Continuing to try to update daily as I approach my deadline for having something tangible finished.
Today was majorly frustrating. And Bard was a big part of that frustration. Let’s start with the fact that I gave me again several long, involved Github issues pages which it claimed backed up the utter bullshit it was telling me. Then when I took the time to read these long, involved Github pages, it turned out they told me nothing like what it claimed.

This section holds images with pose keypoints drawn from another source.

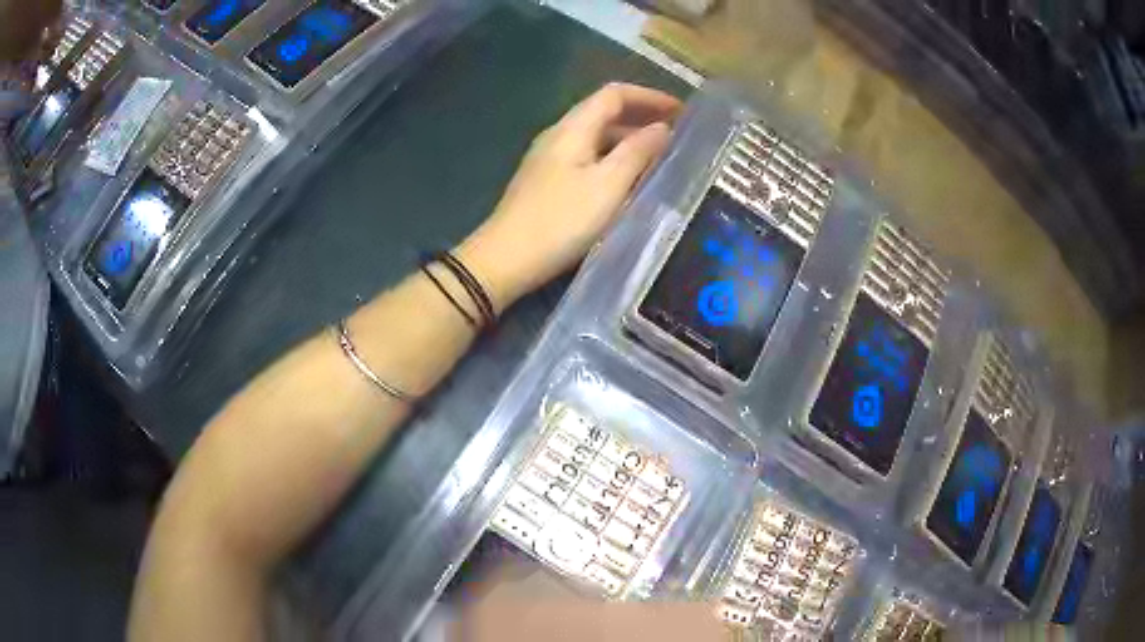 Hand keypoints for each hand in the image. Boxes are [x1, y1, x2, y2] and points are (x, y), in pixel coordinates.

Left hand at [456, 83, 681, 312]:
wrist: (506, 259)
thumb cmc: (561, 220)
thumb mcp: (608, 185)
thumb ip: (638, 152)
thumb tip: (663, 128)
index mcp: (573, 128)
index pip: (614, 94)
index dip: (649, 96)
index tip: (682, 111)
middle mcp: (559, 135)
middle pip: (604, 113)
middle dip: (642, 118)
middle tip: (677, 136)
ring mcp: (550, 159)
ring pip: (597, 138)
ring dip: (629, 141)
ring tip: (661, 158)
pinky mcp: (547, 182)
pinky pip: (588, 159)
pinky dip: (613, 160)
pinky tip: (628, 181) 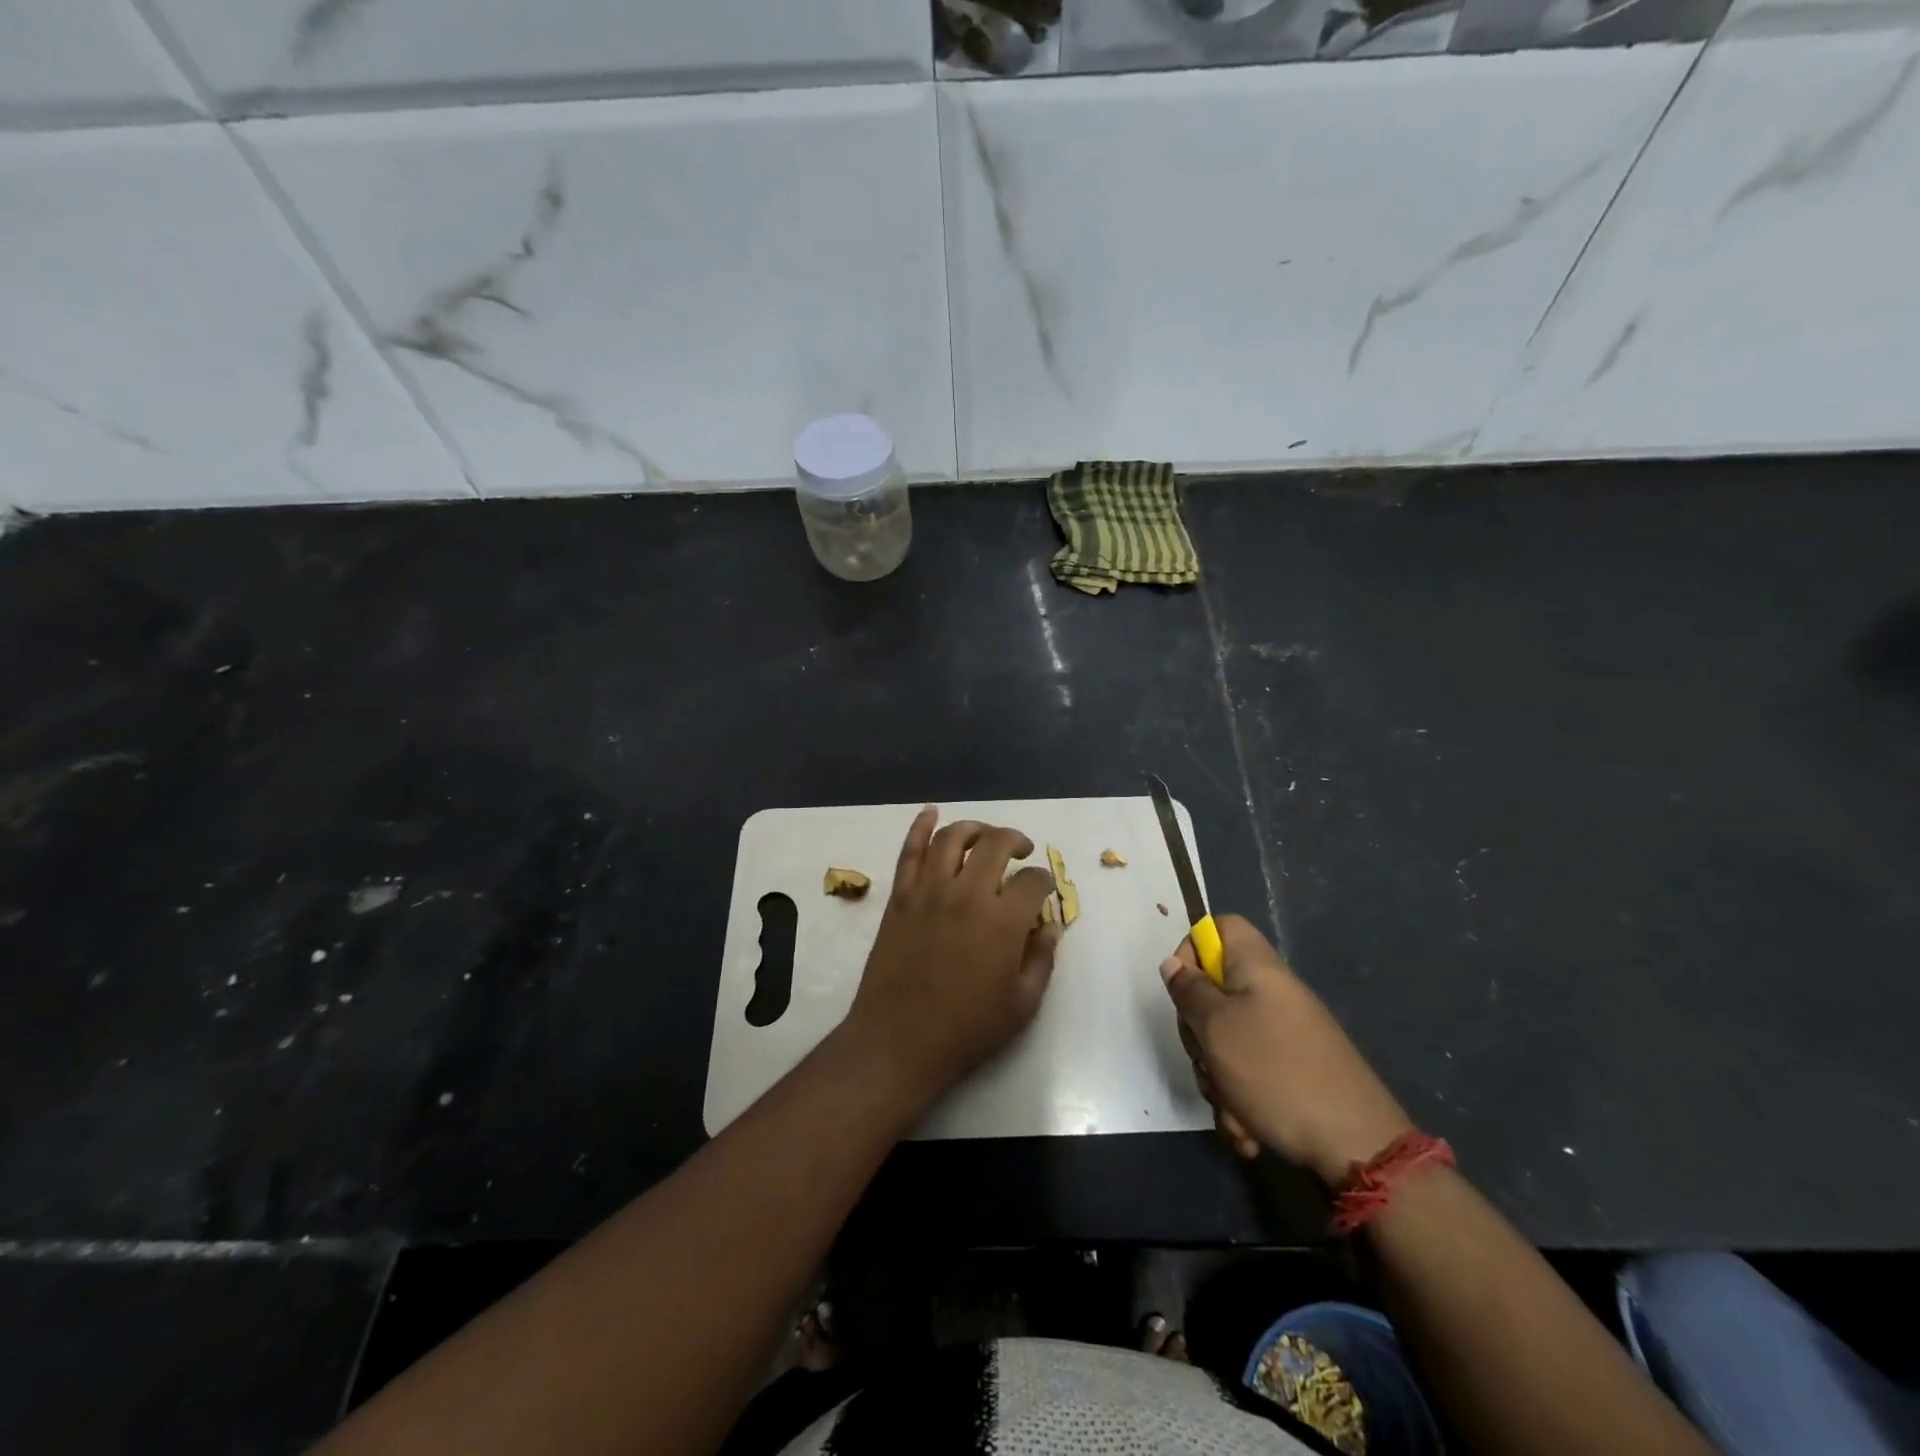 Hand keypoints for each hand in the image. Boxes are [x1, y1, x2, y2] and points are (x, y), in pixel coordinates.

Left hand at [843, 807, 1061, 1109]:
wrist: (898, 1041)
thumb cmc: (966, 1030)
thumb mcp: (1022, 1005)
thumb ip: (1042, 959)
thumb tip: (1049, 925)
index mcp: (1003, 922)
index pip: (1034, 881)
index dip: (1045, 881)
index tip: (1044, 890)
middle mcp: (968, 894)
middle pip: (995, 844)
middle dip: (1015, 840)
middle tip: (1021, 850)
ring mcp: (929, 891)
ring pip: (952, 838)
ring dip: (974, 828)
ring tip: (985, 836)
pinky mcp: (900, 896)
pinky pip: (910, 851)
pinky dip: (920, 826)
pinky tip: (931, 813)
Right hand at [1161, 915, 1411, 1183]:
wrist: (1357, 1146)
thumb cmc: (1276, 1073)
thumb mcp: (1217, 1028)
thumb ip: (1189, 991)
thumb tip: (1174, 964)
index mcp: (1257, 969)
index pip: (1219, 928)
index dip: (1193, 951)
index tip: (1185, 991)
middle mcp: (1271, 995)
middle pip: (1214, 992)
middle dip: (1200, 1035)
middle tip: (1207, 1058)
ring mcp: (1284, 1036)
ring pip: (1226, 1041)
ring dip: (1218, 1080)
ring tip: (1233, 1110)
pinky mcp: (1292, 1073)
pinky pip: (1249, 1076)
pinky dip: (1241, 1103)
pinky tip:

My day began really with two problems which should – should!! have been easy to figure out. The first: determining easily the size of one of polars’ in-built data types. You would think that determining the size of a data type, especially if you know it is numeric, should be a simple thing. But noooooooo! The implementation for Polars’ type system is sorely, sorely lacking. The DataType enum tells you basically nothing whatsoever about the datatype, other than whether its a logical or numeric dtype (and there are several other dtypes which are neither). The size of some dtypes are implied in the name (eg: Uint32), but changing the type name to a string and doing string wrangling is a piss poor implementation. Google hilariously wanted me to use a 20 line long match statement with hard coded values to determine the size of the type. No thank you, Google! No thank you.
Then, there’s the categorical data types. You would think that categorical data types, being such an important, vital part of any data science system, would be extensively documented in Polars, replete with examples and function documentation. Instead (especially on Google, but strangely not on DuckDuckGo and other search engines… gee I wonder why? Maybe because Google wants to be the king of data science?) there is a severe lack of results when you search for solutions using appropriate keywords.
Eventually, pissed off by Google’s deliberate lack of results, I tried searching DuckDuckGo, which gave me much better results. It talked about setting up a categorical data type by casting the mutable column within the dataframe to a Categorical(Option<Arc<RevMapping>>)
, where RevMapping
was one of those poorly named types which tell you absolutely nothing about what it does unless you know where to look.
Moreover, Bard kept telling me you can use Categorical(None), which technically sounds like it should be a special case of Option<Arc<RevMapping>>
(since None is one of the two enum values for an Option), infers the categories based on the data. But given how many times it flat out lied to me today, right now Google is like the Boy who cried wolf to me. Even if something it was saying to me was 100% accurate, if it could not back up its stated with 100% factual verifiable links which I can read and confirm, I would not believe it. Because it’s been wrong that many times before.
So at the moment, all of the data imported into my program is either numerical or string, and all that lovely VAERS data which defines ‘Y’ or ‘N’ as a response from someone instead of, oh I don’t know, using real data types like boolean? All of that, even the dread ‘M’/‘F’/‘U’ (male, female, unknown) for gender, is all hopelessly inefficient strings.
I’m a little closer to having an implementation now than I was 8 hours ago, but I’m incredibly angry that I had to waste so much time to get a smidgen closer to a working implementation. It should not be this difficult! They should have way better documentation for a library which is financially very well supported and well established for years. At the very least, some third party should have written some cogent, thoughtful articles on the API. Ah well… screw it. More work later… for now, I’m done with this frustration.